Near late morning, a knot of Ilari girls glided past. One veered sharply to avoid brushing her, raking Lily from head to toe with a glance. Contempt flashed, quick and clean. The others leaned together, whispered, and laughed, brittle as crystal.

“Good day,” Lily muttered anyway.

“Keep it for your own kind,” one said, cool as law.

“Why?” slipped out of her.

“We said: distance.”

It was too neat, like a rule written into their breath.

On the steps lay a chipped feather. Lily bent, picked it up, closed her fist. It rustled as if breathing.

“Give me that,” came Meren’s sharp voice.

“I just… found it.”

“Feathers don’t stay on the ground.”

“Why?”

“Because nothing unclean may touch what Ellevath had blessed.” From her apron she drew a dish blackened with ash. “What falls away, we burn. Wings are the path. Feathers are the memory of the path.”

Two Ilari watched from above. “She touched it,” one reported.

“The touch is done,” Meren replied evenly. “Hand it over and nothing will be remembered.”

Lily placed the feather into the dish. The rim gleamed once, then dulled.

“Thank you,” she whispered, not sure to whom.

“In future: don’t touch,” Meren said, moving on.

“If I do something wrong, tell me,” Lily called.

“First rule,” Meren said without turning. “Watch and keep quiet.”

---

Later, Evan slipped in, leaning on a doorway. “Noticed they hardly blink?”

“I have. Hard not to stare.”

“Don’t. They take it as a challenge.” He pressed dried fruit into her palm. “Eat. Stick to my shadow in the halls.”

---

At noon the sun revealed a nacreous sheen on her skin. She rubbed sand on top of her hand, desperate to dull it.

“Stop that,” said Tana the cook, handing her salve. “You’ll tear your skin. Use this. And don’t clog my drains.”

“Thank you,” Lily murmured.

---

By afternoon she hid behind heavy drapes, listening.

“Schedule’s shifting tonight,” one Ilari voice said.

“Because of her?”

“Because of a guest. Move her out of the main wing.”

The court ladies’ laughter was brittle, cold.

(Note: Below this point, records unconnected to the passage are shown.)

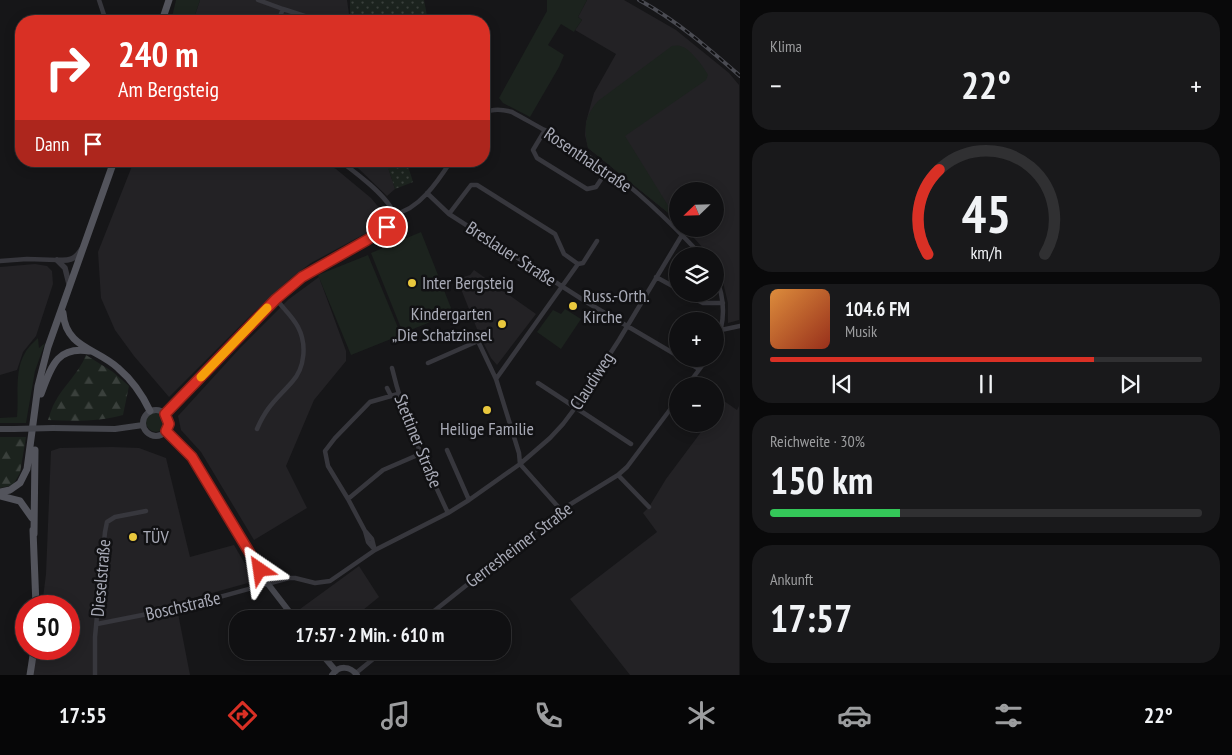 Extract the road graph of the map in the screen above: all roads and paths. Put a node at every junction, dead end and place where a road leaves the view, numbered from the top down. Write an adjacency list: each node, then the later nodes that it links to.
1 (98, 0): 5 (street)
2 (168, 0): 6 (main road)
3 (258, 0): 4 (street)
4 (283, 9): 7 (street); 8 (street)
5 (104, 15)
6 (164, 15)
7 (280, 15)
8 (302, 15)
9 (490, 112): 10 (street, Rosenthalstraße)
10 (545, 130): 14 (street, Rosenthalstraße); 14 (street)
11 (112, 167): 21 (main road)
12 (347, 167): 16 (street)
13 (446, 167): 15 (street)
14 (608, 169): 18 (street, Rosenthalstraße)
15 (427, 193): 16 (street); 17 (street, Breslauer Straße)
16 (394, 214): 29 (street)
17 (449, 214): 24 (street); 27 (street, Breslauer Straße)
18 (669, 223)
19 (680, 238): 25 (street, Claudiweg)
20 (597, 241): 24 (street)
21 (85, 243): 22 (street); 28 (main road)
22 (57, 260): 23 (street); 28 (street)
23 (0, 261)
24 (578, 264): 27 (street)
25 (656, 277): 26 (street); 34 (street, Claudiweg)
26 (669, 285)
27 (562, 287): 34 (street, Breslauer Straße); 44 (street)
28 (69, 289): 33 (main road); 59 (main road)
29 (276, 299): 53 (street); 56 (street)
30 (701, 302): 31 (street)
31 (723, 303): 32 (street)
32 (722, 312)
33 (63, 313): 38 (main road); 47 (main road)
34 (628, 325): 37 (street, Breslauer Straße); 50 (street, Claudiweg)
35 (740, 326): 36 (street)
36 (724, 329)
37 (669, 350)
38 (94, 352): 47 (main road); 51 (main road)
39 (428, 363): 44 (street)
40 (696, 367): 42 (street)
41 (392, 368): 48 (street, Stettiner Straße)
42 (699, 369): 43 (street)
43 (693, 377)
44 (496, 379): 62 (street)
45 (538, 383): 50 (street)
46 (387, 388): 49 (street)
47 (41, 394): 72 (main road)
48 (398, 394): 49 (street); 61 (street, Stettiner Straße)
49 (391, 396): 65 (street)
50 (575, 408): 58 (street); 62 (street, Claudiweg)
51 (150, 411): 53 (main road); 54 (main road)
52 (669, 411): 63 (street, Gerresheimer Straße)
53 (165, 414): 57 (main road)
54 (143, 425): 55 (main road, bridge); 57 (main road)
55 (0, 429)
56 (257, 429)
57 (166, 431): 74 (main road)
58 (631, 444)
59 (31, 445): 64 (main road); 71 (main road)
60 (447, 450): 66 (street)
61 (420, 454): 65 (street); 70 (street, Stettiner Straße)
62 (520, 464): 66 (street, Claudiweg); 68 (street)
63 (618, 475): 67 (street); 68 (street, Gerresheimer Straße)
64 (0, 494): 71 (main road)
65 (348, 499): 73 (street)
66 (469, 500): 70 (street, Claudiweg)
67 (649, 507)
68 (561, 510): 77 (street, Gerresheimer Straße)
69 (146, 511): 78 (street, Dieselstraße)
70 (448, 513): 73 (street, Claudiweg)
71 (32, 518): 72 (main road)
72 (34, 534): 75 (main road)
73 (375, 550): 74 (street, Claudiweg)
74 (268, 584): 76 (main road); 78 (street, Boschstraße)
75 (36, 595)
76 (288, 610)
77 (435, 610)
78 (97, 624): 85 (street, Dieselstraße)
79 (32, 660): 84 (main road)
80 (326, 660): 82 (main road)
81 (372, 660): 83 (street)
82 (334, 673): 83 (main road)
83 (356, 674)
84 (30, 675)
85 (95, 675) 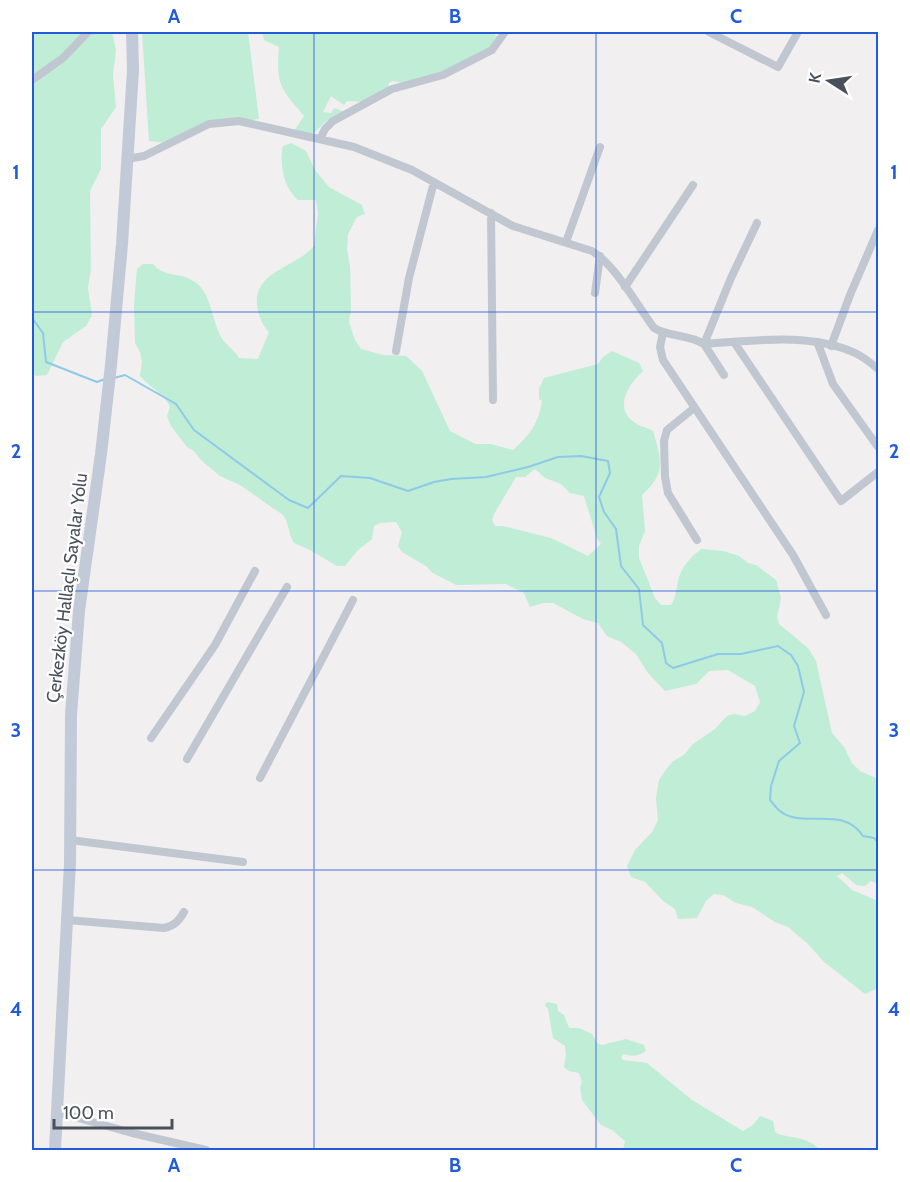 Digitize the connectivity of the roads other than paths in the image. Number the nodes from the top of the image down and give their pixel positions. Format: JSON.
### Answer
{"nodes":[{"id":1,"x":88,"y":32,"type":"edge"},
{"id":2,"x":132,"y":32,"type":"edge"},
{"id":3,"x":505,"y":32,"type":"edge"},
{"id":4,"x":709,"y":32,"type":"edge"},
{"id":5,"x":798,"y":32,"type":"edge"},
{"id":6,"x":32,"y":80,"type":"edge"},
{"id":7,"x":320,"y":140,"type":"junction"},
{"id":8,"x":600,"y":147,"type":"dead end"},
{"id":9,"x":127,"y":159,"type":"junction"},
{"id":10,"x":434,"y":182,"type":"junction"},
{"id":11,"x":693,"y":185,"type":"dead end"},
{"id":12,"x":491,"y":213,"type":"junction"},
{"id":13,"x":756,"y":224,"type":"dead end"},
{"id":14,"x":879,"y":230,"type":"edge"},
{"id":15,"x":567,"y":242,"type":"junction"},
{"id":16,"x":600,"y":256,"type":"junction"},
{"id":17,"x":625,"y":288,"type":"junction"},
{"id":18,"x":595,"y":293,"type":"dead end"},
{"id":19,"x":663,"y":333,"type":"junction"},
{"id":20,"x":734,"y":342,"type":"junction"},
{"id":21,"x":704,"y":344,"type":"junction"},
{"id":22,"x":818,"y":344,"type":"junction"},
{"id":23,"x":831,"y":346,"type":"junction"},
{"id":24,"x":396,"y":351,"type":"dead end"},
{"id":25,"x":879,"y":369,"type":"edge"},
{"id":26,"x":724,"y":375,"type":"dead end"},
{"id":27,"x":492,"y":400,"type":"dead end"},
{"id":28,"x":694,"y":408,"type":"junction"},
{"id":29,"x":879,"y":447,"type":"edge"},
{"id":30,"x":879,"y":472,"type":"edge"},
{"id":31,"x":697,"y":540,"type":"dead end"},
{"id":32,"x":255,"y":572,"type":"dead end"},
{"id":33,"x":287,"y":586,"type":"dead end"},
{"id":34,"x":353,"y":600,"type":"dead end"},
{"id":35,"x":826,"y":615,"type":"dead end"},
{"id":36,"x":151,"y":738,"type":"dead end"},
{"id":37,"x":187,"y":759,"type":"dead end"},
{"id":38,"x":260,"y":778,"type":"dead end"},
{"id":39,"x":70,"y":840,"type":"junction"},
{"id":40,"x":243,"y":862,"type":"dead end"},
{"id":41,"x":184,"y":912,"type":"dead end"},
{"id":42,"x":67,"y":920,"type":"junction"},
{"id":43,"x":57,"y":1112,"type":"junction"},
{"id":44,"x":55,"y":1150,"type":"edge"},
{"id":45,"x":206,"y":1150,"type":"edge"}],
"edges":[{"from":1,"to":6,"type":"street"},
{"from":2,"to":9,"type":"main road","name":"Çerkezköy Hallaçlı Sayalar Yolu"},
{"from":3,"to":7,"type":"street"},
{"from":4,"to":5,"type":"street"},
{"from":7,"to":9,"type":"street"},
{"from":7,"to":10,"type":"street"},
{"from":8,"to":15,"type":"street"},
{"from":9,"to":39,"type":"main road","name":"Çerkezköy Hallaçlı Sayalar Yolu"},
{"from":10,"to":12,"type":"street"},
{"from":10,"to":24,"type":"street"},
{"from":11,"to":17,"type":"street"},
{"from":12,"to":15,"type":"street"},
{"from":12,"to":27,"type":"street"},
{"from":13,"to":21,"type":"street"},
{"from":14,"to":23,"type":"street"},
{"from":15,"to":16,"type":"street"},
{"from":16,"to":17,"type":"street"},
{"from":16,"to":18,"type":"street"},
{"from":17,"to":19,"type":"street"},
{"from":19,"to":21,"type":"street"},
{"from":19,"to":28,"type":"street"},
{"from":20,"to":21,"type":"street"},
{"from":20,"to":22,"type":"street"},
{"from":20,"to":30,"type":"street"},
{"from":21,"to":26,"type":"street"},
{"from":22,"to":23,"type":"street"},
{"from":22,"to":29,"type":"street"},
{"from":23,"to":25,"type":"street"},
{"from":28,"to":31,"type":"street"},
{"from":28,"to":35,"type":"street"},
{"from":32,"to":36,"type":"street"},
{"from":33,"to":37,"type":"street"},
{"from":34,"to":38,"type":"street"},
{"from":39,"to":40,"type":"street"},
{"from":39,"to":42,"type":"main road","name":"Çerkezköy Hallaçlı Sayalar Yolu"},
{"from":41,"to":42,"type":"street"},
{"from":42,"to":43,"type":"main road","name":"Çerkezköy Hallaçlı Sayalar Yolu"},
{"from":43,"to":44,"type":"main road","name":"Çerkezköy Hallaçlı Sayalar Yolu"},
{"from":43,"to":45,"type":"street"}]}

“The prince keeps the family of mudborn paesants. Maybe a half-breed child.”

“Eilleah, they call her.”

“Do you think she’s his?”

“The Temple won’t like it.”

“Keep her out of sight. He'll get tired of his charity, everyone does eventually.” She heard a crystal giggle.

---

Toward evening, when bridges cast long shadows, Lily opened the little chest in her room. On top lay the dress; someone had set the book on it. On the windowsill, beside the ash bowl, stood the silver bird -brought in without a sound. Gifts from Eirran that had arrived over the past few days, sent by servants.

She didn’t want to look at them.

It was as if the palace itself were trying to decide who she would be, and rejecting her answer.

---

That evening, in the garden’s quietest corner, Lily dug a shallow hole. Evan stood guard.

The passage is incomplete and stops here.